Oil prices edged up to fresh multi-year highs yesterday, supported by a global supply shortage and strong demand in the US, the world’s biggest consumer.
Brent futures rose 15 cents, or 0.2 percent, to $86.14 (R1 280) a barrel, by 11.05am EDT, while US West Texas Intermediate (WTI) crude rose 42c, or 0.5 percent, to $84.18.
That puts global benchmark Brent on track for its highest close since October 2018 for a second day in a row, and WTI on track for its highest close since October 2014.
“Despite the initial soft signals in today's trading, the energy crunch is still nowhere close to subsiding, so we expect prevailing strength in oil prices in November and December as supply lags demand and as OPEC+ stays on the sidelines,” said Louise Dickson, a senior oil markets analyst at Rystad Energy.
OPEC+, comprising of the Organisation of the Petroleum Exporting Countries and allies like Russia, is raising production by 400 000 barrels per day (bpd) each month, but has pushed back against calls to boost output faster in response to the surge in prices.

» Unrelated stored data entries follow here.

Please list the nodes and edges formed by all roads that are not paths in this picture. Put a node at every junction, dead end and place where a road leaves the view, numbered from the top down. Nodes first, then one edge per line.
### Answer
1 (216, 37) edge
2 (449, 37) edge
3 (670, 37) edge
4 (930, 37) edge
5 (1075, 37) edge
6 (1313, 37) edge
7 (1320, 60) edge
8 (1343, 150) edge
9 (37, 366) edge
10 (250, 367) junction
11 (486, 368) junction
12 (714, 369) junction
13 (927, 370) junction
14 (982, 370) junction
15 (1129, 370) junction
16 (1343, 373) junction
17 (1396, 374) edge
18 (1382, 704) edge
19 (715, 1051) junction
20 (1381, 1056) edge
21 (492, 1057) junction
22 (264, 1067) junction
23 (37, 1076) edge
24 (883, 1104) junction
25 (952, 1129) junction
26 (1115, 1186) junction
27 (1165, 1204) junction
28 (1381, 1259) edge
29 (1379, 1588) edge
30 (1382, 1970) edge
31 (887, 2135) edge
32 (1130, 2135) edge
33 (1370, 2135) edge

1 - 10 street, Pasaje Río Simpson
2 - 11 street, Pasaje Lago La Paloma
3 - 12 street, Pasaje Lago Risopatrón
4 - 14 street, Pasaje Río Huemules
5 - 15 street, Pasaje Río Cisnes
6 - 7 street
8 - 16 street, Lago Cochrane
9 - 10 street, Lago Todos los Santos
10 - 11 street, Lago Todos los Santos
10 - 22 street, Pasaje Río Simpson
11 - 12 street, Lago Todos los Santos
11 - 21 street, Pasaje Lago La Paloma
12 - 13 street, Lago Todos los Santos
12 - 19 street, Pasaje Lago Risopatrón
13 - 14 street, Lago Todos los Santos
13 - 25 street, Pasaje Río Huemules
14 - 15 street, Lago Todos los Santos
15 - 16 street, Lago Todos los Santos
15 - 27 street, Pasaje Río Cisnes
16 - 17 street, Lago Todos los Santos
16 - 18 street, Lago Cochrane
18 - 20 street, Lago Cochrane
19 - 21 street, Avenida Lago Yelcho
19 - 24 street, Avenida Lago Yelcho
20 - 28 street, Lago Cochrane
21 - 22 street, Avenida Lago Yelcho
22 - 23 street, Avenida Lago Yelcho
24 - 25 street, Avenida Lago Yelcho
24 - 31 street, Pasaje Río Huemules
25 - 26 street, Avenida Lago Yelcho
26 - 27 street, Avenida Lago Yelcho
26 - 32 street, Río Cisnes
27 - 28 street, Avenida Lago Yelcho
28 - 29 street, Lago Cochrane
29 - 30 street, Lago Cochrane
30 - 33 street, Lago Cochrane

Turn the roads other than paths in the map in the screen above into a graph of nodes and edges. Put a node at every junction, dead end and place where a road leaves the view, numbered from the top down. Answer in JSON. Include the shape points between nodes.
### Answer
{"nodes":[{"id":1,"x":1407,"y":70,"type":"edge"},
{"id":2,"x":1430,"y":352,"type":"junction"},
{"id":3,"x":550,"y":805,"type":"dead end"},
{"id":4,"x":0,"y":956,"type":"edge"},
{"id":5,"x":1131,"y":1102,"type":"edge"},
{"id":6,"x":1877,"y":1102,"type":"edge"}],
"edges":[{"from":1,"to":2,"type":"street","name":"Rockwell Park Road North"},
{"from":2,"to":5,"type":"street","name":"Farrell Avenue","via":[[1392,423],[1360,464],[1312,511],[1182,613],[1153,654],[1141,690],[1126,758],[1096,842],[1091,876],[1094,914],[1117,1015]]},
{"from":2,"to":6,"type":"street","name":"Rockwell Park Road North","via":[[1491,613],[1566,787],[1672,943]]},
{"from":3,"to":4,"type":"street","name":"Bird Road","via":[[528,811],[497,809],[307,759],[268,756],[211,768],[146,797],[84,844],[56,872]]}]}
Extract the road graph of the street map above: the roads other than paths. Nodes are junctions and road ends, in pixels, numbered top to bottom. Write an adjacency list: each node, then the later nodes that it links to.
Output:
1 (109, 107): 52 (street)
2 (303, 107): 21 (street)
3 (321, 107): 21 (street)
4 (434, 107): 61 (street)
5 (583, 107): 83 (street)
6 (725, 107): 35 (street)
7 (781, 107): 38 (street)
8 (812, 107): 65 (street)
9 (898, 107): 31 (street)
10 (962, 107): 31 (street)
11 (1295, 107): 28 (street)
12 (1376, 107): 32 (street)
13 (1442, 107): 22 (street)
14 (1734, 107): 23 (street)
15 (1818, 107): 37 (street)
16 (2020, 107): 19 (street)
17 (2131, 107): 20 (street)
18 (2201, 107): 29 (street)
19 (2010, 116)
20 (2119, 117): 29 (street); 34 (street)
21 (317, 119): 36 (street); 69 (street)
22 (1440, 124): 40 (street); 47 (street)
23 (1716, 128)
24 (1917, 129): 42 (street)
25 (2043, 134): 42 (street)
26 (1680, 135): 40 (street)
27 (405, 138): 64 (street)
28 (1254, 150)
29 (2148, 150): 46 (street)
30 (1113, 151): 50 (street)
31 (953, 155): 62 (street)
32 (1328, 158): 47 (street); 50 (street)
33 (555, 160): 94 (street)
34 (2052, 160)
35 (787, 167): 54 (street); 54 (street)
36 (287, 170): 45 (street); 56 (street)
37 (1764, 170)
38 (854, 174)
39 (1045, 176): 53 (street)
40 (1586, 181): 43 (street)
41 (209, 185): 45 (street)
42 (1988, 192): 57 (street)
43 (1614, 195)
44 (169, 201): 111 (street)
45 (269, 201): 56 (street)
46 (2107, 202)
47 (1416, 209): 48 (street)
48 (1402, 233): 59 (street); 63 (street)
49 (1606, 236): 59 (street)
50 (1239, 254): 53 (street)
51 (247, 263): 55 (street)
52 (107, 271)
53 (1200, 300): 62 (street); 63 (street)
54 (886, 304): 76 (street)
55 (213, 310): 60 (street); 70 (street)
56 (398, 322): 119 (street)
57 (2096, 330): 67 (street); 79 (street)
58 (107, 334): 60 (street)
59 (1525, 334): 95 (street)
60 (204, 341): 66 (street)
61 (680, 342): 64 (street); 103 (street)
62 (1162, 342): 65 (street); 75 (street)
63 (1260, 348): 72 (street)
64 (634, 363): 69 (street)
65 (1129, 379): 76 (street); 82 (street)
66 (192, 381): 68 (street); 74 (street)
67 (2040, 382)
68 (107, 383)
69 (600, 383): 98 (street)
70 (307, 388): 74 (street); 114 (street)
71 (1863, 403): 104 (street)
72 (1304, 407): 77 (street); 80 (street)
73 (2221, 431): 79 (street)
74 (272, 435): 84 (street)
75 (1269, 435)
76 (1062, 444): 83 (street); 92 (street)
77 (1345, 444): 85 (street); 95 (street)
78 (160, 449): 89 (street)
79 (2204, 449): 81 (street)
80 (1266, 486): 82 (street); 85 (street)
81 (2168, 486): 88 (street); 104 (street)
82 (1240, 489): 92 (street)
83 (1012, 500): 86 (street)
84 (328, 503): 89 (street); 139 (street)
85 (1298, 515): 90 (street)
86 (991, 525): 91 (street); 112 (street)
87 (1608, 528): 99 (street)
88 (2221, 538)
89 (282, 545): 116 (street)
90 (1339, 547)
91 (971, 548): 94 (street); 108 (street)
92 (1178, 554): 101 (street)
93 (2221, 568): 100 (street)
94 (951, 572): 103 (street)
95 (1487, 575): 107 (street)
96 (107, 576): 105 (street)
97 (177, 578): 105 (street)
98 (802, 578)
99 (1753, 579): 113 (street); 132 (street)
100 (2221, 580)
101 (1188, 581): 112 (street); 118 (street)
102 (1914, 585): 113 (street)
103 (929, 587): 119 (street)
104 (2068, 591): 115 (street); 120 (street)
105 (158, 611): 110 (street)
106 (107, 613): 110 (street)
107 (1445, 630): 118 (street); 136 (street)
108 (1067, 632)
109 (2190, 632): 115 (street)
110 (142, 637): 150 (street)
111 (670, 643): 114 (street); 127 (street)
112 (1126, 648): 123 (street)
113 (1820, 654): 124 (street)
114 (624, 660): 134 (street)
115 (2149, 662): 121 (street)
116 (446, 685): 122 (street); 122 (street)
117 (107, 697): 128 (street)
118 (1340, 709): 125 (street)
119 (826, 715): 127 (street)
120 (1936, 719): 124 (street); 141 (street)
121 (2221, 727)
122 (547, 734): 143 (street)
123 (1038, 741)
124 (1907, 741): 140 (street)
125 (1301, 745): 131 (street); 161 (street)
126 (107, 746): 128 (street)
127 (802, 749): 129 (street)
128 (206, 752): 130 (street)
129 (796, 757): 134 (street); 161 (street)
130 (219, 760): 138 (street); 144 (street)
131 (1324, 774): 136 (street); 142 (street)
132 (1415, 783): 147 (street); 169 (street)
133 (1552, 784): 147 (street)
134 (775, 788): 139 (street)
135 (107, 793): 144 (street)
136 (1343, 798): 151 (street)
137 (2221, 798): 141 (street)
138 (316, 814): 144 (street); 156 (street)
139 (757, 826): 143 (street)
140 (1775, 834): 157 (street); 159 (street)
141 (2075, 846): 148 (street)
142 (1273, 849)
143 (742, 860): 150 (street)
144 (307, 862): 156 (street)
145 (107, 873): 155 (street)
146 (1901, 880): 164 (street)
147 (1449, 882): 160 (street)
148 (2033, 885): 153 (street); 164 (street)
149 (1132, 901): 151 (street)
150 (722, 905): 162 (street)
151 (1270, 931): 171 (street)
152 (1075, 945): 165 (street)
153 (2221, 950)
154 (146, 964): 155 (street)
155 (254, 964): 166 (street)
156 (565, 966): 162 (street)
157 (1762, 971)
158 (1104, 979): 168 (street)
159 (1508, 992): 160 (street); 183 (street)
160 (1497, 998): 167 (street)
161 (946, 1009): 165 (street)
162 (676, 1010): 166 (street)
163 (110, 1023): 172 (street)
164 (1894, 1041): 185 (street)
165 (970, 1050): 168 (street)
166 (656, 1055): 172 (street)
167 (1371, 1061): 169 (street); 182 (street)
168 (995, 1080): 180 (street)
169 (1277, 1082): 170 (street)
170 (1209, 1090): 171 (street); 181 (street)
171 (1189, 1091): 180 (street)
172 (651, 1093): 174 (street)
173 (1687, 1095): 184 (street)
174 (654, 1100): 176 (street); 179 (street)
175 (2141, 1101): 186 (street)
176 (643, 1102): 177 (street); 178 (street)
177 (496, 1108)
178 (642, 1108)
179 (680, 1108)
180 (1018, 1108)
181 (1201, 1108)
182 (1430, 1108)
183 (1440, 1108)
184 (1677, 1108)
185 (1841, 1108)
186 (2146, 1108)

Goldman Sachs said Brent was likely to push above its year-end forecast of $90 a barrel, while Larry Fink, the chief executive of the world’s largest asset manager BlackRock, said there was a high probability of oil reaching $100.
“Forecasts for a colder November have energy traders bracing for a very tight market that will be met (with) unprecedented demand this winter,” Oanda senior market analysts Edward Moya said.
“This oil market will remain tight and that should mean a headline or two away from $90 oil.”
Petrol and distillate consumption in the US is back in line with five-year averages after more than a year of depressed demand, and the market will be closely watching US inventory levels.
Analysts expect the latest weekly US oil inventory data to show a 1.7 million-barrel build in crude stocks.